Es war zunächst das intensive Spiel zweier Spitzenteams. Ulm schaffte es in der ersten Hälfte, das temporeiche Spiel der Gladiators etwas zu neutralisieren. Aufgrund vieler individueller Fehler auf beiden Seiten konnte keine Mannschaft davonziehen. Ulm entwickelte sich in Hälfte zwei zur dominanten Mannschaft. Trier zeigte die wohl schwächste Halbzeit der bisherigen Saison. Ulm gewann am Ende deutlich mit 97:67.

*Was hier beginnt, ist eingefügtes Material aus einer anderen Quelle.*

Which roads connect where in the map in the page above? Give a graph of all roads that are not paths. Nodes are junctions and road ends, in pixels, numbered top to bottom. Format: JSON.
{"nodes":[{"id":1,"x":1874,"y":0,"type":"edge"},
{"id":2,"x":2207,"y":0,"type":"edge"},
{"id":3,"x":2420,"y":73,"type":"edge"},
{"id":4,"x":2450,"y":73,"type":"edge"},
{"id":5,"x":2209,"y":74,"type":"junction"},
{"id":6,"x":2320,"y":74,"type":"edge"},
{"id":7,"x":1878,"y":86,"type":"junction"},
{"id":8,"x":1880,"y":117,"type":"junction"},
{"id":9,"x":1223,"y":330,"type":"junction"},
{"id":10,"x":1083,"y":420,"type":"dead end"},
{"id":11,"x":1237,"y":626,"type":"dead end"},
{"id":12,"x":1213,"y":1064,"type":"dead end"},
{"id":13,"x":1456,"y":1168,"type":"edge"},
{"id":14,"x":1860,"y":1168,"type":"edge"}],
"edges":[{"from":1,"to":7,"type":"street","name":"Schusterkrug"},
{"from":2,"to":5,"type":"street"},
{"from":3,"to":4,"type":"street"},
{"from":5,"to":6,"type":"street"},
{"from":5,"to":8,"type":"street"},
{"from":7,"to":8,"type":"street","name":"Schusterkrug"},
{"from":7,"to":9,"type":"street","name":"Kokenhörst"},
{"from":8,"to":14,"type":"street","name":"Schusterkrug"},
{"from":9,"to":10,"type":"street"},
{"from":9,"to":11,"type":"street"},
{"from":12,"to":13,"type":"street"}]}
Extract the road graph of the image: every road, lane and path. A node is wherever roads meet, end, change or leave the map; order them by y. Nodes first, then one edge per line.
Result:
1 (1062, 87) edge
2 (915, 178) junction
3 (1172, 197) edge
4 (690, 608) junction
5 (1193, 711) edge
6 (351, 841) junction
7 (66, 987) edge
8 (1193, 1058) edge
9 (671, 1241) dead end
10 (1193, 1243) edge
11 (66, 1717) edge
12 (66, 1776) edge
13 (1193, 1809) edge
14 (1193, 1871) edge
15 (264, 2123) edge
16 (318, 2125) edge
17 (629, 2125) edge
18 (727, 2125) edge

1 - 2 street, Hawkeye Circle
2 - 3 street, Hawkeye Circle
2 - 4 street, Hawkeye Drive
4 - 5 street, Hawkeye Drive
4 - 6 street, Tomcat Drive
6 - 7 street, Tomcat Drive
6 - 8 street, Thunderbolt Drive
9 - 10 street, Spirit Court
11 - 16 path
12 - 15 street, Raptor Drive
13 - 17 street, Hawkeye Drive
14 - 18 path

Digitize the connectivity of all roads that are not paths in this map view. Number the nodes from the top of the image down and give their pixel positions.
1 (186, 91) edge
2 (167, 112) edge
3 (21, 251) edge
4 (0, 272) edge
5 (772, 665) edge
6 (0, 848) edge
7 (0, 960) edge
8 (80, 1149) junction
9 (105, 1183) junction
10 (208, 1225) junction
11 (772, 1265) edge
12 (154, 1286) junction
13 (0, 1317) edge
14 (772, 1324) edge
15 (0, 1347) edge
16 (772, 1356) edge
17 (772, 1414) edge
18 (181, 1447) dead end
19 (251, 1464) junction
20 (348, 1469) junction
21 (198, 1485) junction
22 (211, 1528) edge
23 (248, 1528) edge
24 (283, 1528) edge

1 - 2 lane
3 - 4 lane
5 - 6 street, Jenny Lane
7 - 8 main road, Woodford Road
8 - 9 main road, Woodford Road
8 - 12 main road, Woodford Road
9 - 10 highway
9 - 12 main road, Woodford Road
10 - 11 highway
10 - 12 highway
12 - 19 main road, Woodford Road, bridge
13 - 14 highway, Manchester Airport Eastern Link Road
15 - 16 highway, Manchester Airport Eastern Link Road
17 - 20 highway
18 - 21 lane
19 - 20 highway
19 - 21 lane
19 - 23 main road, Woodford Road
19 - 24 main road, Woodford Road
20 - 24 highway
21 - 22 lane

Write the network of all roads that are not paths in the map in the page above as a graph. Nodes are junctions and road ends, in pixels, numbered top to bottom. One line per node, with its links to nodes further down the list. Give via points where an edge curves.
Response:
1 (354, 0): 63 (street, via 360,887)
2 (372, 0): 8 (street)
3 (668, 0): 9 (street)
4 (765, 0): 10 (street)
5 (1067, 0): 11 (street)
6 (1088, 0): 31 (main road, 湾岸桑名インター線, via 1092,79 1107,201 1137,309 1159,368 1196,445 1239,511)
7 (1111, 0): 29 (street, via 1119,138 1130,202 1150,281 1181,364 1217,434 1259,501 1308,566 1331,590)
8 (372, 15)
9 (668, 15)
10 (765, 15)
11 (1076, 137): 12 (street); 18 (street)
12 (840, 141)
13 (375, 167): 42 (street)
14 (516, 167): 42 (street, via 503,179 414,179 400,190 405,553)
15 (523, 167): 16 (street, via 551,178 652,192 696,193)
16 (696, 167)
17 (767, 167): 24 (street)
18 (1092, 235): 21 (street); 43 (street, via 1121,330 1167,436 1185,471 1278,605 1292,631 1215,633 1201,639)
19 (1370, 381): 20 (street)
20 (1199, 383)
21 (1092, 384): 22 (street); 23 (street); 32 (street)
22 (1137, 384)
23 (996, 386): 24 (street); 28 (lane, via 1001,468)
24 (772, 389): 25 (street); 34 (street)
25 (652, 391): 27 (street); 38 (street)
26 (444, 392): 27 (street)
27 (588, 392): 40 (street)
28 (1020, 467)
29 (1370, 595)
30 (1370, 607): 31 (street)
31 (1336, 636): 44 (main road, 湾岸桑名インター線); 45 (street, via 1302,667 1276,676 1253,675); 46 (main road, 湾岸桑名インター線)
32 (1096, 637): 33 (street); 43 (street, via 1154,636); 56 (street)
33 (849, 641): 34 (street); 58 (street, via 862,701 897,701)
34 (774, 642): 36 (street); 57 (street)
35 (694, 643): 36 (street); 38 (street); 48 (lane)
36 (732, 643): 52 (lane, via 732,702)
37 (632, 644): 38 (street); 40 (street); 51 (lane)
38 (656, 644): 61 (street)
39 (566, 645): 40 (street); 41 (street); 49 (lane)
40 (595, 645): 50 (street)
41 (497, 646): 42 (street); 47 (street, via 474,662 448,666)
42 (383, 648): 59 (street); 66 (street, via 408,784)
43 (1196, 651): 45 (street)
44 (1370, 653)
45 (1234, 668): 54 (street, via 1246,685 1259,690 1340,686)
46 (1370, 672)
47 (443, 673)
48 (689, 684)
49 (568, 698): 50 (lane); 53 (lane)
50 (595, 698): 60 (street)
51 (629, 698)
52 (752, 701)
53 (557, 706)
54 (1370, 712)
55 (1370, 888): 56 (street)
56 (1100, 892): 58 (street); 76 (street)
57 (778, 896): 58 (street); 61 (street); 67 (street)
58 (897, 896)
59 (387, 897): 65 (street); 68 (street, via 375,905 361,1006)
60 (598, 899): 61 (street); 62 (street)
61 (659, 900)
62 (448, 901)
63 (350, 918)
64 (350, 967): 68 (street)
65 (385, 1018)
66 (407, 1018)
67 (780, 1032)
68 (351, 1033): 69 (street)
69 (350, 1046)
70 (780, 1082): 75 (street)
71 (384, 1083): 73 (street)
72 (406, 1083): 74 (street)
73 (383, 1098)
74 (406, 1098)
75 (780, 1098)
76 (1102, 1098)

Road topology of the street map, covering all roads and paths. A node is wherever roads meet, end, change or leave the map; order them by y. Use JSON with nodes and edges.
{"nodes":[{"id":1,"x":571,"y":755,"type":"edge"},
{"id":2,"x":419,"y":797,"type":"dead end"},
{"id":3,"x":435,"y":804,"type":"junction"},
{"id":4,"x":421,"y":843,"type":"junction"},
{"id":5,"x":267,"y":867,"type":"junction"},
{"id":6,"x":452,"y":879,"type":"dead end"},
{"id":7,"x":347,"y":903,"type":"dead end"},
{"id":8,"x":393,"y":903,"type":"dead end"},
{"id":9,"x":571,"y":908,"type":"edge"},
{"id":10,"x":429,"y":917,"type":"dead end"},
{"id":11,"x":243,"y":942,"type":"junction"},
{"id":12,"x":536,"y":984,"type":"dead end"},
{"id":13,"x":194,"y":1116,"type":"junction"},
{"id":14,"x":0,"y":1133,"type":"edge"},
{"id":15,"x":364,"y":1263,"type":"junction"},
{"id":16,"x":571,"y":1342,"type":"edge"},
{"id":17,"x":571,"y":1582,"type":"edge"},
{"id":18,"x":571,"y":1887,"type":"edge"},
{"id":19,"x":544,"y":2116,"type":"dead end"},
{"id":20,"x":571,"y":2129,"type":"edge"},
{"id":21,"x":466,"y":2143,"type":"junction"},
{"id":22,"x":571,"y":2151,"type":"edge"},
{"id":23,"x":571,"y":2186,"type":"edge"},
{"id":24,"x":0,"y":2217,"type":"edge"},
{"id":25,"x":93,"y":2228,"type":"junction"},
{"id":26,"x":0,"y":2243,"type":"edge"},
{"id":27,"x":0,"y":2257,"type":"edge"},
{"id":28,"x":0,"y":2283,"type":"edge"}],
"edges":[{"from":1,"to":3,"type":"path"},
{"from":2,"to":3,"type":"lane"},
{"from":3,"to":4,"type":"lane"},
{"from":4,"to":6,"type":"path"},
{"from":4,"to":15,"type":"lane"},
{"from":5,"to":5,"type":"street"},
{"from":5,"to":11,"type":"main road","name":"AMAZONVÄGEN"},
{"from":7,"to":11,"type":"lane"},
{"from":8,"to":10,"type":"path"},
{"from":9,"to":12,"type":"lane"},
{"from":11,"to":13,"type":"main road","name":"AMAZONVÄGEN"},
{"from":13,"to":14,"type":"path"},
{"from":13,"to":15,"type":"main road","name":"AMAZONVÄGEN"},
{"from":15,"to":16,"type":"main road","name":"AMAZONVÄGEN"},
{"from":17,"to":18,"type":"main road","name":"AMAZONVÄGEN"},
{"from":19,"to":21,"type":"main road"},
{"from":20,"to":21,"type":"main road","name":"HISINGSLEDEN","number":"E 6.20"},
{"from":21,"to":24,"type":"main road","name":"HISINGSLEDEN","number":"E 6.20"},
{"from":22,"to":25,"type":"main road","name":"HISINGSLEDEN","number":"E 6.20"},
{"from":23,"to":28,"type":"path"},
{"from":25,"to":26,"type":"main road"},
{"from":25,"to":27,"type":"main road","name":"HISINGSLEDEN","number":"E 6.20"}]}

Die Trierer hatten es in der Hand, das Minimalziel der Saison - mindestens zwölf Siege - bereits am 19. Spieltag einzutüten. Der Game Plan: den Ruf als treffsicherstes Team der Basketball-Bundesliga (BBL) auch in Ulm bestätigen. Ulms Taktik: die Gladiators möglichst weit vom eigenen Korb fernhalten.
Der Beginn der Partie war entsprechend geprägt von einer intensiven Defense und wenigen Punkten. Zwischenstand nach fünf Minuten: 9:7. Ulm und Trier drückten dann beide aufs Tempo, was aber auf Kosten der Ballkontrolle ging - 13 Turnover zählten die Statistiker im ersten Viertel. Beide Mannschaften übten enormen Druck auf den ballführenden Spieler aus. Die Partie: ausgeglichen. Der Zwischenstand nach Viertel eins: 18:16.
Duell zweiter Spitzenteams
In Viertel zwei agierten beide Mannschaften weiterhin ähnlich, neutralisierten die jeweiligen Topscorer des Gegenübers, zeigten ein schnelles Umschaltspiel nach vorne, wo sich die Angriffe aber auch aufgrund vieler individueller Fehler fest liefen - eben alles andere als ein Highscoring-Game. Halbzeitstand: 34:35.
Ulm gewinnt immer mehr Kontrolle
Triers Coach Jacques Schneider war in der Pause grundsätzlich zufrieden, forderte für die zweite Hälfte aber mehr Tempo in der Offensive von seinen Gladiatoren.
Die Partie wurde zunehmend ruppig mit vielen Fouls auf beiden Seiten. Ulm wurde immer robuster und treffsicherer - zog zwischenzeitlich auf zwölf Punkte davon. Triers Spielmacher Steve Ashworth - im Hinspiel noch einer der Besten - erlebte einen rabenschwarzen Tag ohne Treffer. Ulm zog der besten Offensivabteilung der Liga die Zähne und ging mit einer Elf-Punkte-Führung ins letzte Viertel.
Dominante Ulmer im letzten Viertel
Ulm blieb kompromisslos, zeigte seinen begeisterten Fans, wie man Trier knacken kann. Die Gladiators fanden kein Mittel. Symptomatisch daher die niedrige Trefferquote bei den Dreiern mit gerade mal 24 Prozent und vielen Turnover.
Dem amtierenden Vizemeister gelang in der Schlussphase gegen ideenlose Trierer fast alles. Es setzte für Trier eine 30-Punkte-Packung. Das Endergebnis: 97:67.